▶ _What is needed_
Every line of the data must be retyped exactly as it stands.

▶ _Records for the exercise_
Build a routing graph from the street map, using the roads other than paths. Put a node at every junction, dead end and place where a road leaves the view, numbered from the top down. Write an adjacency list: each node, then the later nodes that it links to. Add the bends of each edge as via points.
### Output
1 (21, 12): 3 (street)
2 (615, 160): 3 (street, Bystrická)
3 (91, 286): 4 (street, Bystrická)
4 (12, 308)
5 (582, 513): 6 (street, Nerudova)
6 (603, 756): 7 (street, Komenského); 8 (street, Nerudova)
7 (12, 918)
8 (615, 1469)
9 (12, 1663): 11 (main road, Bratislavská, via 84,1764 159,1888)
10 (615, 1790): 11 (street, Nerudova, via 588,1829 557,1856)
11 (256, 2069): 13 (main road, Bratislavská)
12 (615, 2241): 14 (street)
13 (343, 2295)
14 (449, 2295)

▶ _Reply_
Build a routing graph from the street map, using the roads other than paths. Put a node at every junction, dead end and place where a road leaves the view, numbered from the top down. Write an adjacency list: each node, then the later nodes that it links to. Add the bends of each edge as via points.
### Output
1 (21, 12): 3 (street)
2 (615, 160): 3 (street, Bystrická)
3 (91, 286): 4 (street, Bystrická)
4 (12, 308)
5 (582, 513): 6 (street, Nerudova)
6 (603, 756): 7 (street, Komenského); 8 (street, Nerudova)
7 (12, 918)
8 (615, 1469)
9 (12, 1663): 11 (main road, Bratislavská, via 84,1764 159,1888)
10 (615, 1790): 11 (street, Nerudova, via 588,1829 557,1856)
11 (256, 2069): 13 (main road, Bratislavská)
12 (615, 2241): 14 (street)
13 (343, 2295)
14 (449, 2295)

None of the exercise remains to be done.